● PROBLEM REQUIREMENTS
All entries below must be reproduced without a single change.

● Stored records
------

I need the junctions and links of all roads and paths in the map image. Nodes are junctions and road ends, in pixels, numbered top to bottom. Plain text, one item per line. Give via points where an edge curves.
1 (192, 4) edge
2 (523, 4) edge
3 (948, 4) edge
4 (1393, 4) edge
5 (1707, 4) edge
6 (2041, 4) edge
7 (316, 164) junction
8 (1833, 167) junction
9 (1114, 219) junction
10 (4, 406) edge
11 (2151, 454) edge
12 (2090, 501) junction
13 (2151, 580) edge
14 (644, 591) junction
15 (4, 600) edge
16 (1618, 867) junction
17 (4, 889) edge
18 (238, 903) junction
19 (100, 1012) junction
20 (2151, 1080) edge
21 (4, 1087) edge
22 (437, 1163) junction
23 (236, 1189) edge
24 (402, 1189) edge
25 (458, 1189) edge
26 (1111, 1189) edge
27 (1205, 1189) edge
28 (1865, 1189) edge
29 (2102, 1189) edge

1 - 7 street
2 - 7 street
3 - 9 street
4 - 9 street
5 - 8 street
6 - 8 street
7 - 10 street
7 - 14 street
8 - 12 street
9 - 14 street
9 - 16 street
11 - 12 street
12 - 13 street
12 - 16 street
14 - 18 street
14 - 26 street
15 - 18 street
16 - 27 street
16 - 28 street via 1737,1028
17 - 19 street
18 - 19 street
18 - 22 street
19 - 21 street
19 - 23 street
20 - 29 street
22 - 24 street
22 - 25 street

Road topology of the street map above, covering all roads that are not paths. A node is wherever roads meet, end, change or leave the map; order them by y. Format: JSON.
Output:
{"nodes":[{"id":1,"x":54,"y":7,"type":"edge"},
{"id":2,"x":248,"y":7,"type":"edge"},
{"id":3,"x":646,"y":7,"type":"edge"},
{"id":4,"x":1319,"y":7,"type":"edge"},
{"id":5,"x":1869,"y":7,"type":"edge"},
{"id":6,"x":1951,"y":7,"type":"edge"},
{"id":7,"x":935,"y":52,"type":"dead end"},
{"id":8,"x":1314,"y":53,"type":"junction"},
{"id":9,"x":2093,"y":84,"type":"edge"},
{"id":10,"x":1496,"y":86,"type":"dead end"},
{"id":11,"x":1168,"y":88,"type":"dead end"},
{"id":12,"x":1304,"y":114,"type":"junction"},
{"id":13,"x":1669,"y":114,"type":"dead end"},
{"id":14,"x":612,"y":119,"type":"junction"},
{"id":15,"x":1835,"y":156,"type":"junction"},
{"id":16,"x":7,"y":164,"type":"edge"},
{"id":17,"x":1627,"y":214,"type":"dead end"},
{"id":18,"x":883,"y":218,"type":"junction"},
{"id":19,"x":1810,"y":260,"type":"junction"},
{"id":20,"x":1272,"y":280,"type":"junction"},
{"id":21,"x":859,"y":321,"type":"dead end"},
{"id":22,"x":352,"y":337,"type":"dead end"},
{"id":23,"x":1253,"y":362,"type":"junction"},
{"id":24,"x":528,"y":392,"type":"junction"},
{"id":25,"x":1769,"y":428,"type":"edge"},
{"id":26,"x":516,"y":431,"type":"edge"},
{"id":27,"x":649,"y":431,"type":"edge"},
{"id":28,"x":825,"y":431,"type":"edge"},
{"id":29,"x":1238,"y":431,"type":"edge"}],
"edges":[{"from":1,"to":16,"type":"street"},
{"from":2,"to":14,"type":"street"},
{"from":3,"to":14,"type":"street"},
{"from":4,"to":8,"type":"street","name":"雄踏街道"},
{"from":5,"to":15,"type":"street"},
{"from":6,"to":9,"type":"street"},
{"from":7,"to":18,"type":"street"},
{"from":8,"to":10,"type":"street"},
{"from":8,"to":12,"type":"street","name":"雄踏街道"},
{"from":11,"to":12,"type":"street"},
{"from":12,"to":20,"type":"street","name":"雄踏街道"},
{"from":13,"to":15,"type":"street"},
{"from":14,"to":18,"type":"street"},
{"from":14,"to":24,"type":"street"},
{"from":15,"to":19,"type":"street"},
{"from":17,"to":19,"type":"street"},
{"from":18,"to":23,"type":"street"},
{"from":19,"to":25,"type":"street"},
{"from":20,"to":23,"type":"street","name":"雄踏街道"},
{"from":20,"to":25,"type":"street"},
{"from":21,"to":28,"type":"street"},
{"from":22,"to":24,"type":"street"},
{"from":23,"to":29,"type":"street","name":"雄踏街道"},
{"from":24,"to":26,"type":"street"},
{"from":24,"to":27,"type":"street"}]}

------

● OUTPUT OF THE EXERCISE
I need the junctions and links of all roads and paths in the map image. Nodes are junctions and road ends, in pixels, numbered top to bottom. Plain text, one item per line. Give via points where an edge curves.
1 (192, 4) edge
2 (523, 4) edge
3 (948, 4) edge
4 (1393, 4) edge
5 (1707, 4) edge
6 (2041, 4) edge
7 (316, 164) junction
8 (1833, 167) junction
9 (1114, 219) junction
10 (4, 406) edge
11 (2151, 454) edge
12 (2090, 501) junction
13 (2151, 580) edge
14 (644, 591) junction
15 (4, 600) edge
16 (1618, 867) junction
17 (4, 889) edge
18 (238, 903) junction
19 (100, 1012) junction
20 (2151, 1080) edge
21 (4, 1087) edge
22 (437, 1163) junction
23 (236, 1189) edge
24 (402, 1189) edge
25 (458, 1189) edge
26 (1111, 1189) edge
27 (1205, 1189) edge
28 (1865, 1189) edge
29 (2102, 1189) edge

1 - 7 street
2 - 7 street
3 - 9 street
4 - 9 street
5 - 8 street
6 - 8 street
7 - 10 street
7 - 14 street
8 - 12 street
9 - 14 street
9 - 16 street
11 - 12 street
12 - 13 street
12 - 16 street
14 - 18 street
14 - 26 street
15 - 18 street
16 - 27 street
16 - 28 street via 1737,1028
17 - 19 street
18 - 19 street
18 - 22 street
19 - 21 street
19 - 23 street
20 - 29 street
22 - 24 street
22 - 25 street

Road topology of the street map above, covering all roads that are not paths. A node is wherever roads meet, end, change or leave the map; order them by y. Format: JSON.
Output:
{"nodes":[{"id":1,"x":54,"y":7,"type":"edge"},
{"id":2,"x":248,"y":7,"type":"edge"},
{"id":3,"x":646,"y":7,"type":"edge"},
{"id":4,"x":1319,"y":7,"type":"edge"},
{"id":5,"x":1869,"y":7,"type":"edge"},
{"id":6,"x":1951,"y":7,"type":"edge"},
{"id":7,"x":935,"y":52,"type":"dead end"},
{"id":8,"x":1314,"y":53,"type":"junction"},
{"id":9,"x":2093,"y":84,"type":"edge"},
{"id":10,"x":1496,"y":86,"type":"dead end"},
{"id":11,"x":1168,"y":88,"type":"dead end"},
{"id":12,"x":1304,"y":114,"type":"junction"},
{"id":13,"x":1669,"y":114,"type":"dead end"},
{"id":14,"x":612,"y":119,"type":"junction"},
{"id":15,"x":1835,"y":156,"type":"junction"},
{"id":16,"x":7,"y":164,"type":"edge"},
{"id":17,"x":1627,"y":214,"type":"dead end"},
{"id":18,"x":883,"y":218,"type":"junction"},
{"id":19,"x":1810,"y":260,"type":"junction"},
{"id":20,"x":1272,"y":280,"type":"junction"},
{"id":21,"x":859,"y":321,"type":"dead end"},
{"id":22,"x":352,"y":337,"type":"dead end"},
{"id":23,"x":1253,"y":362,"type":"junction"},
{"id":24,"x":528,"y":392,"type":"junction"},
{"id":25,"x":1769,"y":428,"type":"edge"},
{"id":26,"x":516,"y":431,"type":"edge"},
{"id":27,"x":649,"y":431,"type":"edge"},
{"id":28,"x":825,"y":431,"type":"edge"},
{"id":29,"x":1238,"y":431,"type":"edge"}],
"edges":[{"from":1,"to":16,"type":"street"},
{"from":2,"to":14,"type":"street"},
{"from":3,"to":14,"type":"street"},
{"from":4,"to":8,"type":"street","name":"雄踏街道"},
{"from":5,"to":15,"type":"street"},
{"from":6,"to":9,"type":"street"},
{"from":7,"to":18,"type":"street"},
{"from":8,"to":10,"type":"street"},
{"from":8,"to":12,"type":"street","name":"雄踏街道"},
{"from":11,"to":12,"type":"street"},
{"from":12,"to":20,"type":"street","name":"雄踏街道"},
{"from":13,"to":15,"type":"street"},
{"from":14,"to":18,"type":"street"},
{"from":14,"to":24,"type":"street"},
{"from":15,"to":19,"type":"street"},
{"from":17,"to":19,"type":"street"},
{"from":18,"to":23,"type":"street"},
{"from":19,"to":25,"type":"street"},
{"from":20,"to":23,"type":"street","name":"雄踏街道"},
{"from":20,"to":25,"type":"street"},
{"from":21,"to":28,"type":"street"},
{"from":22,"to":24,"type":"street"},
{"from":23,"to":29,"type":"street","name":"雄踏街道"},
{"from":24,"to":26,"type":"street"},
{"from":24,"to":27,"type":"street"}]}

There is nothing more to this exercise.